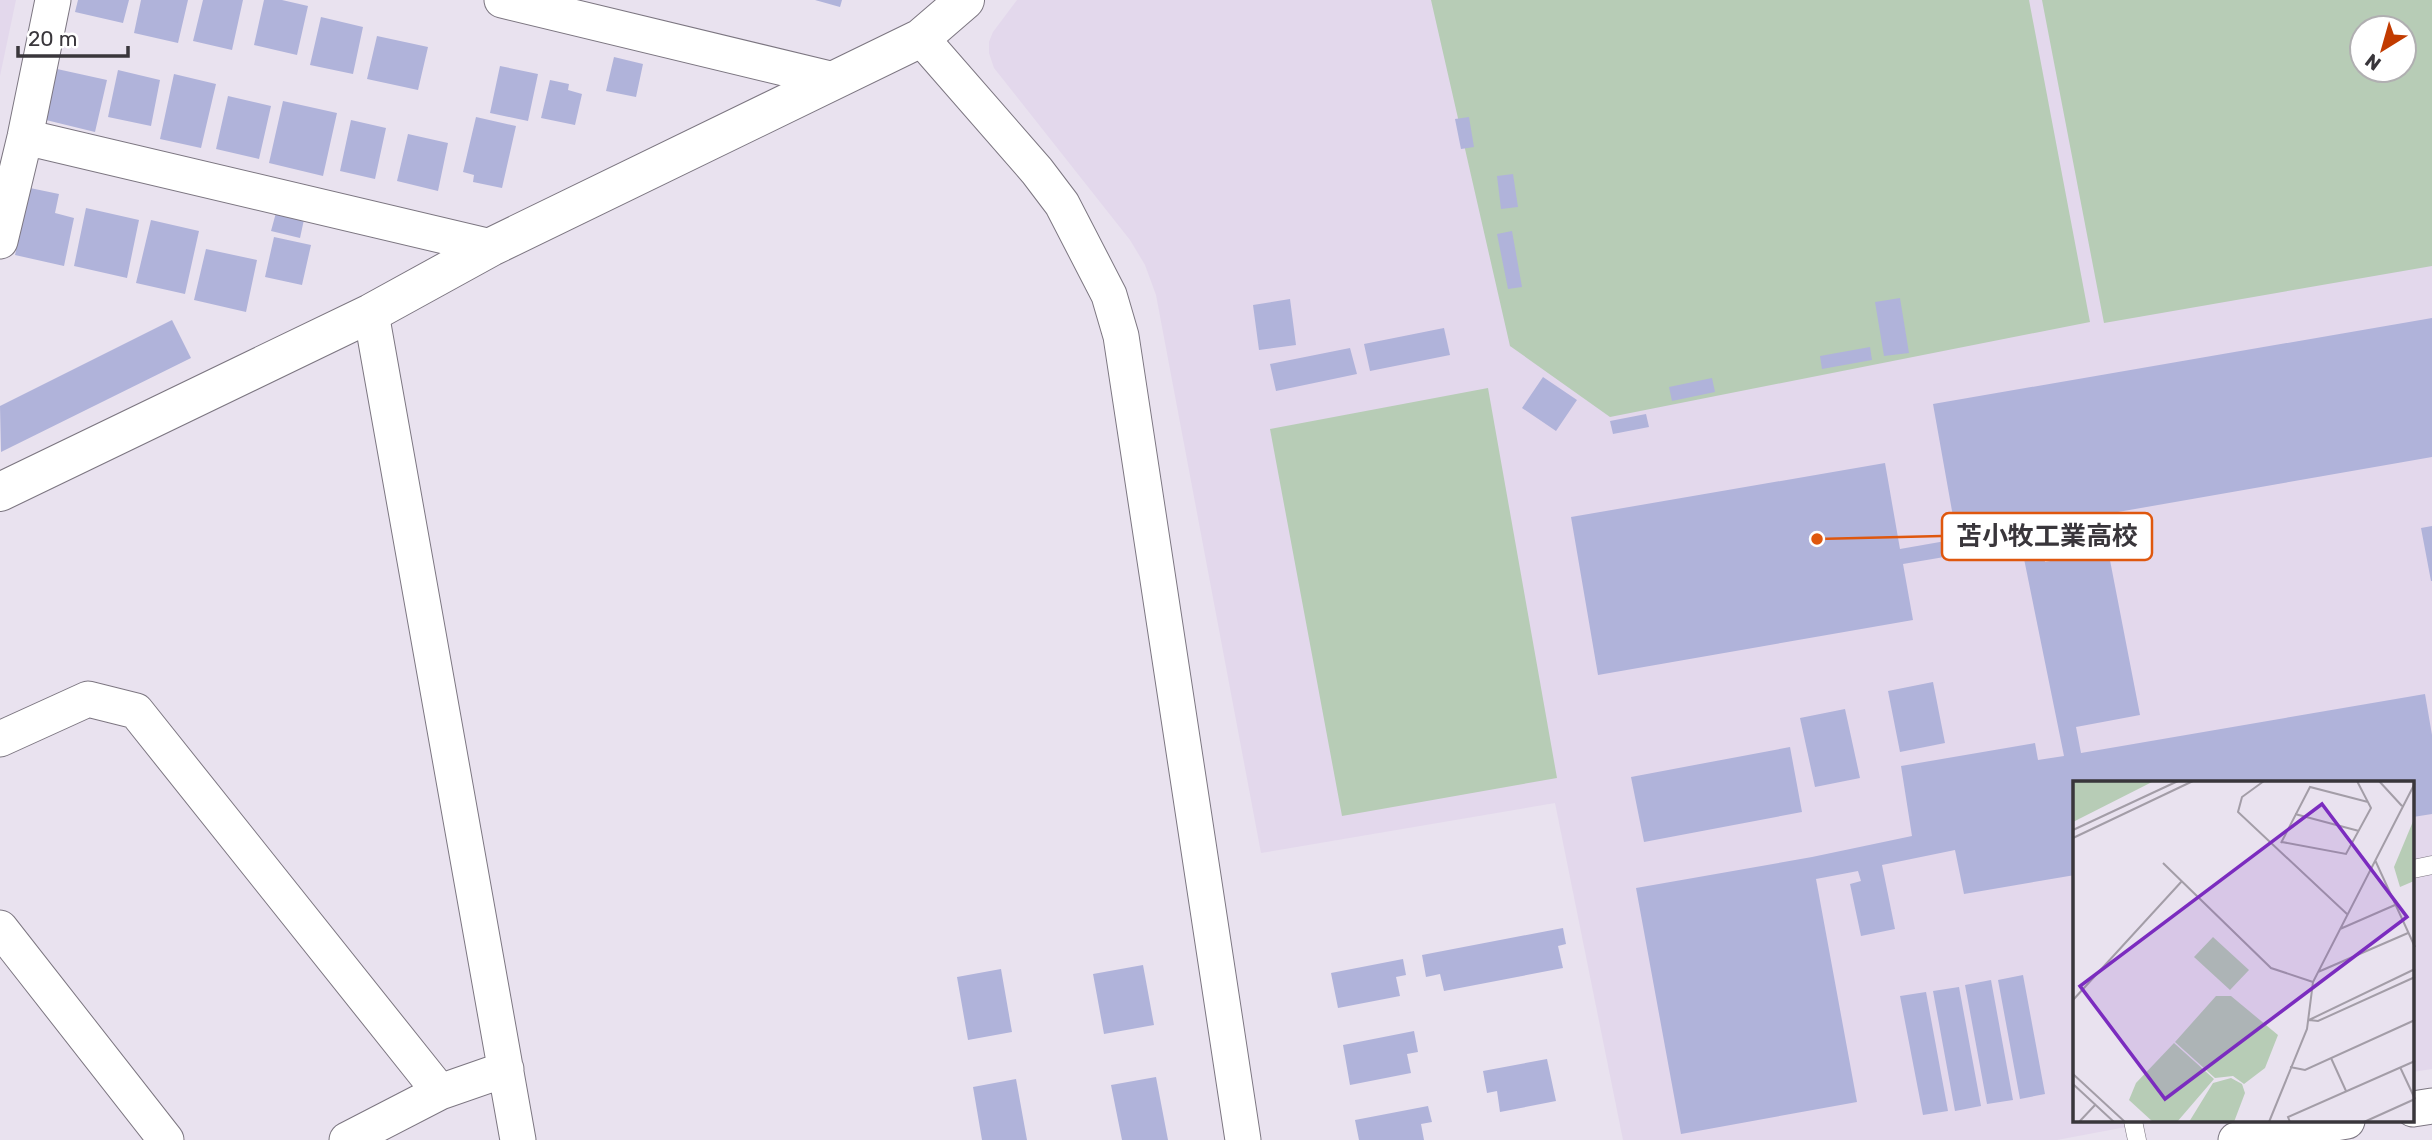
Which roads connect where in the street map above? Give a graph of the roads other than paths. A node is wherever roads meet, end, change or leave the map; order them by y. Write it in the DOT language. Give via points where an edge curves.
graph roads {
  1 [pos="52,0"];
  2 [pos="502,0"];
  3 [pos="965,0"];
  4 [pos="921,38"];
  5 [pos="834,80"];
  6 [pos="24,137"];
  7 [pos="0,242"];
  8 [pos="491,247"];
  9 [pos="371,313"];
  10 [pos="0,492"];
  11 [pos="0,739"];
  12 [pos="2432,865"];
  13 [pos="2414,869"];
  14 [pos="0,928"];
  15 [pos="506,1069"];
  16 [pos="440,1092"];
  17 [pos="2432,1106"];
  18 [pos="2414,1109"];
  19 [pos="2133,1122"];
  20 [pos="2341,1122"];
  21 [pos="166,1140"];
  22 [pos="347,1140"];
  23 [pos="517,1140"];
  24 [pos="1243,1140"];
  25 [pos="2137,1140"];
  26 [pos="2236,1140"];
  1 -- 6 [label="street"];
  2 -- 5 [label="street"];
  3 -- 4 [label="street"];
  4 -- 5 [label="street"];
  4 -- 24 [label="street" via="1062,204 1109,295 1121,336"];
  5 -- 8 [label="street"];
  6 -- 7 [label="street"];
  6 -- 8 [label="street"];
  8 -- 9 [label="street"];
  9 -- 10 [label="street"];
  9 -- 15 [label="street"];
  11 -- 16 [label="street" via="88,699 136,711"];
  12 -- 13 [label="lane"];
  14 -- 21 [label="street"];
  15 -- 16 [label="street"];
  15 -- 23 [label="street"];
  16 -- 22 [label="street"];
  17 -- 18 [label="street"];
  19 -- 25 [label="lane"];
  20 -- 26 [label="street"];
}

◇ ◇ ◇

**EXERCISE GOAL**. Starting with the first entry and ending with the last, reproduce the listing exactly, without its pictures.

**PROBLEM SOLUTION**.
Which roads connect where in the street map above? Give a graph of the roads other than paths. A node is wherever roads meet, end, change or leave the map; order them by y. Write it in the DOT language. Give via points where an edge curves.
graph roads {
  1 [pos="52,0"];
  2 [pos="502,0"];
  3 [pos="965,0"];
  4 [pos="921,38"];
  5 [pos="834,80"];
  6 [pos="24,137"];
  7 [pos="0,242"];
  8 [pos="491,247"];
  9 [pos="371,313"];
  10 [pos="0,492"];
  11 [pos="0,739"];
  12 [pos="2432,865"];
  13 [pos="2414,869"];
  14 [pos="0,928"];
  15 [pos="506,1069"];
  16 [pos="440,1092"];
  17 [pos="2432,1106"];
  18 [pos="2414,1109"];
  19 [pos="2133,1122"];
  20 [pos="2341,1122"];
  21 [pos="166,1140"];
  22 [pos="347,1140"];
  23 [pos="517,1140"];
  24 [pos="1243,1140"];
  25 [pos="2137,1140"];
  26 [pos="2236,1140"];
  1 -- 6 [label="street"];
  2 -- 5 [label="street"];
  3 -- 4 [label="street"];
  4 -- 5 [label="street"];
  4 -- 24 [label="street" via="1062,204 1109,295 1121,336"];
  5 -- 8 [label="street"];
  6 -- 7 [label="street"];
  6 -- 8 [label="street"];
  8 -- 9 [label="street"];
  9 -- 10 [label="street"];
  9 -- 15 [label="street"];
  11 -- 16 [label="street" via="88,699 136,711"];
  12 -- 13 [label="lane"];
  14 -- 21 [label="street"];
  15 -- 16 [label="street"];
  15 -- 23 [label="street"];
  16 -- 22 [label="street"];
  17 -- 18 [label="street"];
  19 -- 25 [label="lane"];
  20 -- 26 [label="street"];
}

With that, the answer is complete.